So our expectation is that we should be able to show equal or better results in the same time frames that we saw, because the dose, the average loading dose, will be higher, and the maintenance dose will go more directly to the maintenance dose, whereas in the other data, we were titrating up maintenance over time. The other study was about figuring out dose, and this time we're testing the dose that we would expect in phase III. So I think you'll see what we saw before, but perhaps I think we would expect higher levels of improvement than we saw before. I think we will see many of the same emerging skills that you saw, that we mentioned before in the emerging skills analysis. And what we will do is show how we would analyze this for phase III.

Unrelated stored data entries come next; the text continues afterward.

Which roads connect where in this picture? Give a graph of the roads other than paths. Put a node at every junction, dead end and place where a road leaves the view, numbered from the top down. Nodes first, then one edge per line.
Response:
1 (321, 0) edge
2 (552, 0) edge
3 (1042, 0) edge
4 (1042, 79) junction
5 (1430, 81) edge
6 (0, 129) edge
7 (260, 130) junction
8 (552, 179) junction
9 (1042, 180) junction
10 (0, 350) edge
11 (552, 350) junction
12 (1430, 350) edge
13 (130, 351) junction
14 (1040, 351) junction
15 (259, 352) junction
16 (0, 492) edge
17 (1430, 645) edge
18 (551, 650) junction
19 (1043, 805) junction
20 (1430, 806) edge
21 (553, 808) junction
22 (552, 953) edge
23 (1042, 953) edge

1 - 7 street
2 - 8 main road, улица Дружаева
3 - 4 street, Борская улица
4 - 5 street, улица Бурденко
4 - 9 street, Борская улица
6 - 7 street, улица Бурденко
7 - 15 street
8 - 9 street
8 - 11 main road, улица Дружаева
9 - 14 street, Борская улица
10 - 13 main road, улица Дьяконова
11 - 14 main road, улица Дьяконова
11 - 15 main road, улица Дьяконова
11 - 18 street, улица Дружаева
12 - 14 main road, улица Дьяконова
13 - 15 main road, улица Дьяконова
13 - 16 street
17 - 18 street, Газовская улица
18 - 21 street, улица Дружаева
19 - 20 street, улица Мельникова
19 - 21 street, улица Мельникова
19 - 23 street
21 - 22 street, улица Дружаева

By that point in time, we'll have had some discussions with FDA about endpoints, and we can provide more color on the endpoint choice, although the final decisions on the endpoints for our phase III program will depend on an end of phase II meeting. But we have scheduled a meeting with FDA either late this year or early next year. We'll have a meeting with them to talk about the endpoints for phase III. We have a lot of choices in front of us. We'll focus mostly on quantitative endpoints, and the MDRI, or Multi-Domain Responder Index, is a way to analyze five endpoints together for clinical meaningfulness. It's, I think, a more effective way to look at the totality of the data, and we showed that analysis, the analyst data, to show you how powerful it was.
'Cause you could see across five domains how many patients had boxes that turned green, meaning they were positive. It just gave you a sense of the breadth of changes in all the patients. It tells you something of why this is transformative. It's not just one here, one there. It's many patients have three or more domains of clinically meaningful improvement. We think we also showed you video data and other types of data to help provide more color. And I think what you could see, for example, we talked about gross motor improvement. It's a little different when you see the couple of the kids walking. You can see how wide-based their gaits were and how narrow they are, how comfortable they are. If you imagine those changes happening in all these different domains at the same time, the same patients, it's, it's an amazing result.

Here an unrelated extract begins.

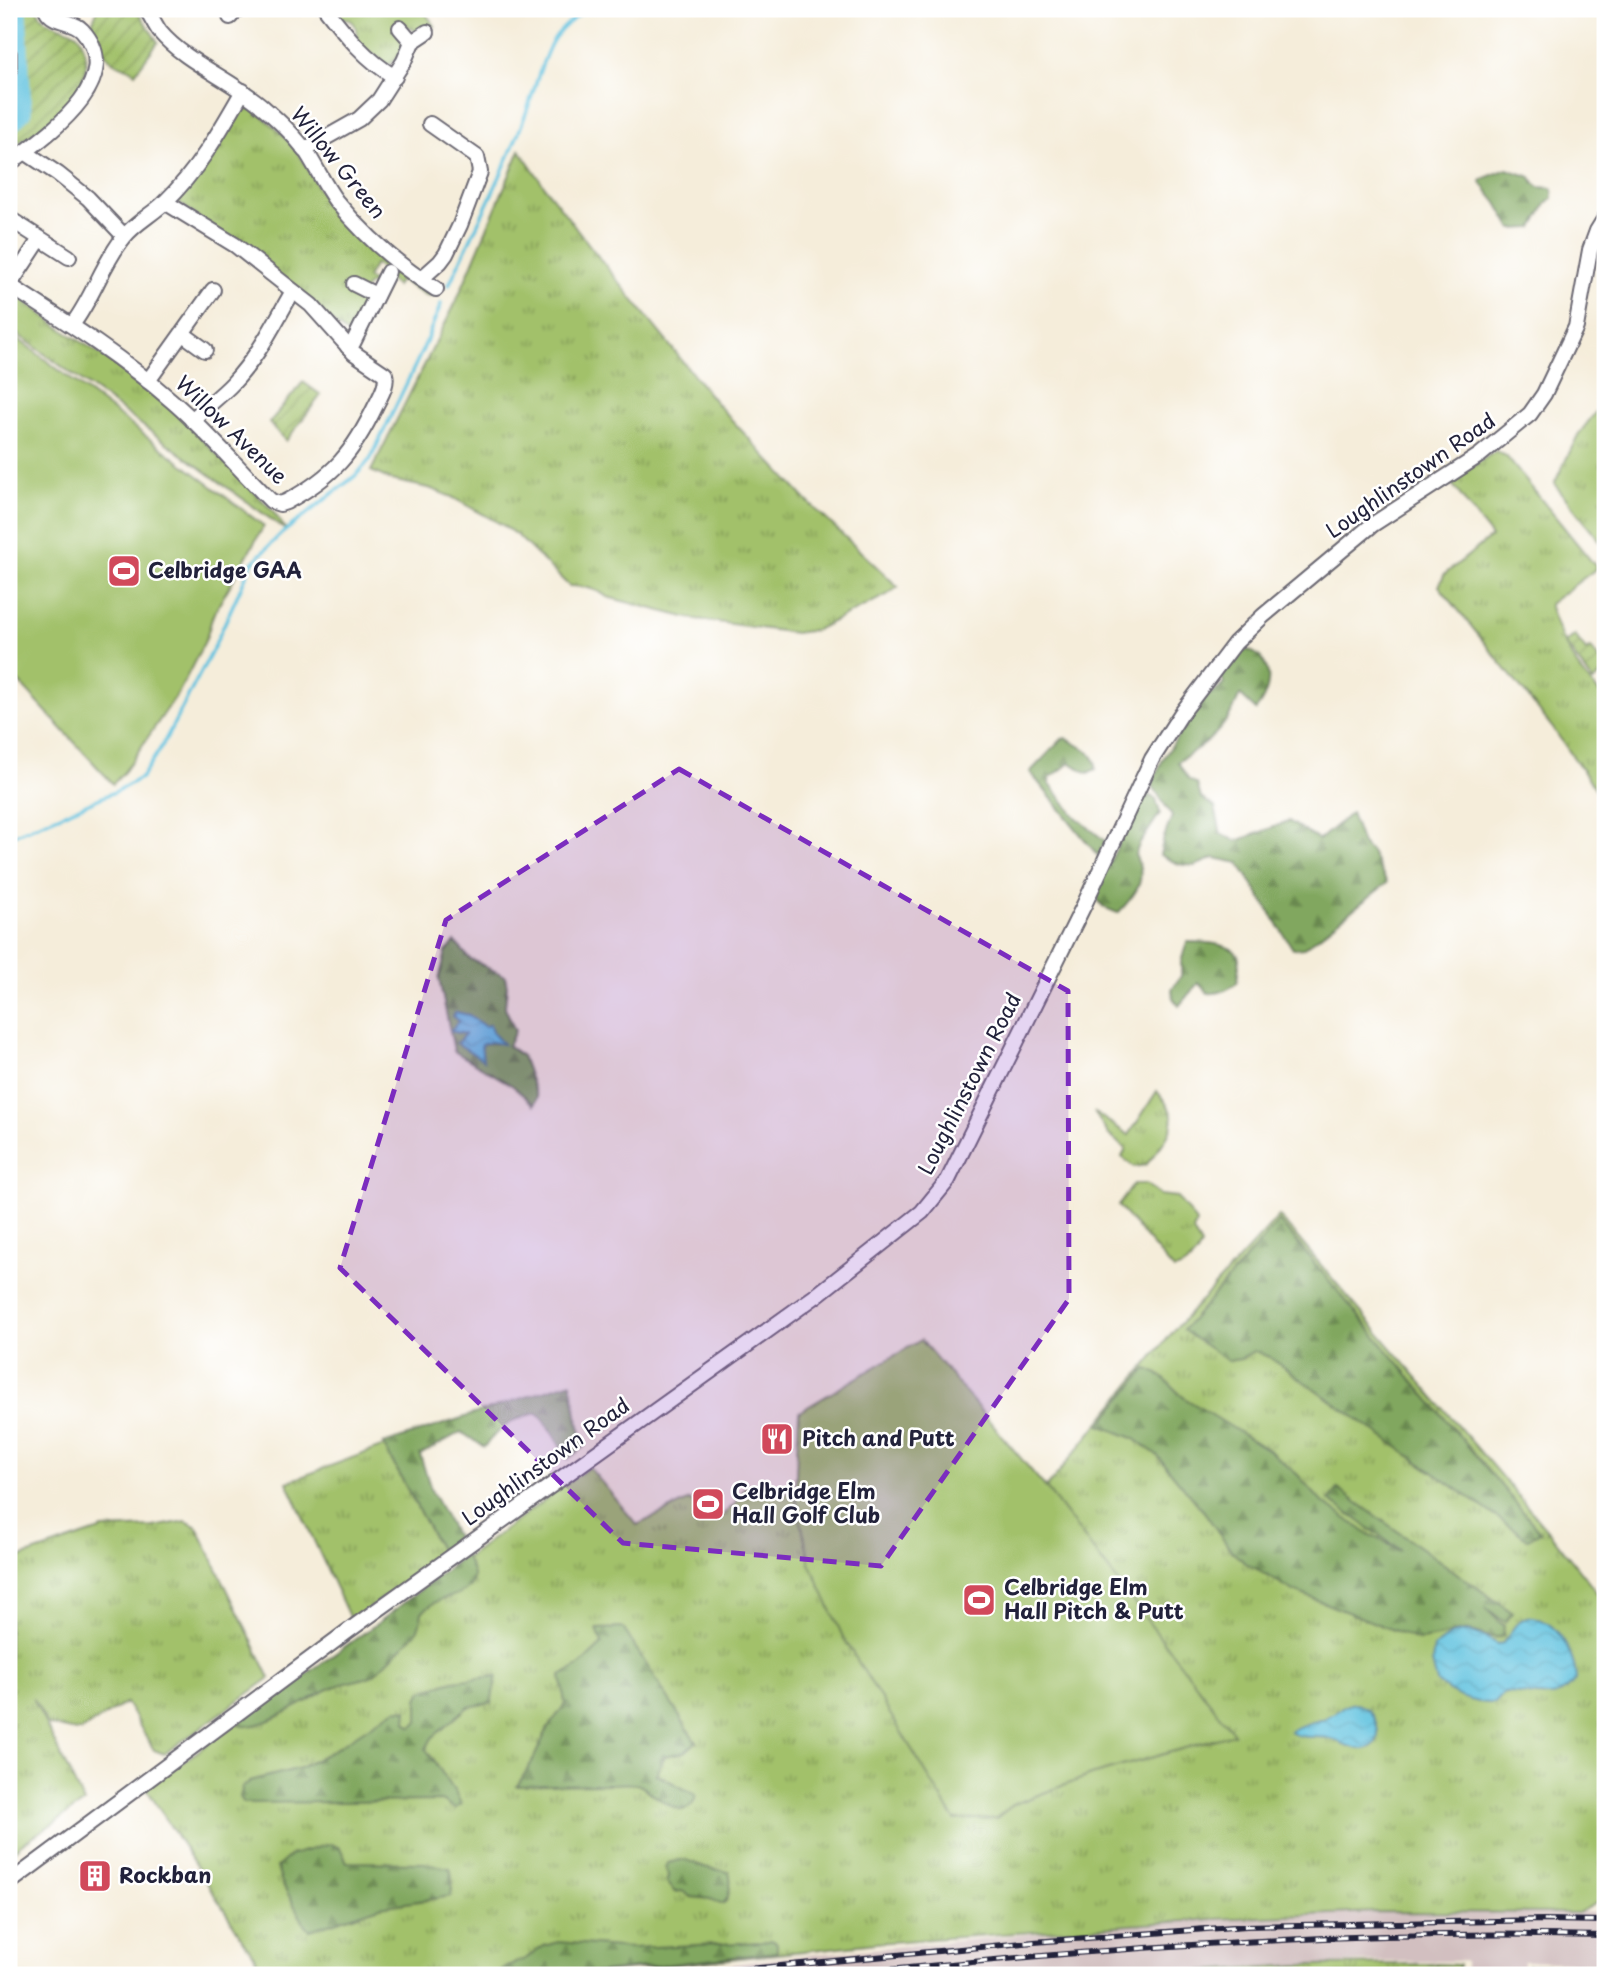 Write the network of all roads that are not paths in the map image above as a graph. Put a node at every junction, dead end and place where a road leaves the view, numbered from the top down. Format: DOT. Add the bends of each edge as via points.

The FAST meeting was exciting. A lot of parents coming up to me who were in the trial or doctors who are seeing patients, and, you know, there's a growing buzz of how there's a possibility here with, with Angelman to really change their future. So, that's what you'll hopefully see at that time. The end of phase II would happen after our next disclosure and would be a place where we'd finalize endpoints, and our goal would be to get that done as promptly as we can so we can head to phase III, which we'll set, start setting up in the second half.
Got it. And for that meeting with FDA by end of this year or beginning of next year, what type of meeting is that, and would you do some sort of an update after you get the minutes from that meeting?
Yeah, it's what they call a Type C meeting. The FDA told us at the last meeting we had that they were open to having it, and they've agreed, and we've actually set up the meeting. So it's not an expected meeting on the normal milestone set of meetings. So it's an extra meeting, and they're willing to have it 'cause they know how important it is. I don't know that we'll provide an update. It depends. We'll provide an update that we've had it in progress, but it's likely going to start the discussion about what we're gonna work on, and the main thing for us is to learn from FDA, what do you need in the final package to get comfortable, right? Because what happens sometimes, if you make that first discussion into phase two, then you spend several months chasing down stuff they want.
So by doing it earlier with the data in hand, it'll give us a chance to chase down all those bits and pieces to make sure, because there are so many endpoints, because they're first ever in a disease, our team, we have a whole team at the company, a very special thing in our company. This is an endpoint development team that actually focus on endpoint development. It'll give them a chance to lay out what do they have to do, so we come back with a fulsome package and get agreement promptly with FDA when we have the full data. So we'll have enough data to talk with them, so they'll see what it looks like, and, and we'll provide an update on, well, on our progress, but I wouldn't necessarily expect final decision on endpoints until we get to into phase 2.
Got it. Makes sense. And you haven't disclosed the exact doses you're using for cohorts A and B in the expansion. When are you going to disclose more information on dosing?
Well, because it's a competitive program, we've decided to be a little more reticent to give all the information. What we have said during maintenance dosing, that we're dosing between 10 and 14 milligrams, so that should allow you to calibrate to some degree. The other companies haven't said what they were dosing at, but they are dosing at much higher doses than that. The dose loading is lower than the original cohorts 4 and 5, and they will be loading through. Cohorts A and B are loading 4 of those doses and then titrating into the 10 to 14 range quickly. So, it will be, let's say, within day 170 timeframe that we're showing you data, they will have had more drug on board than what we just showed you. Okay? So the exposure should be higher.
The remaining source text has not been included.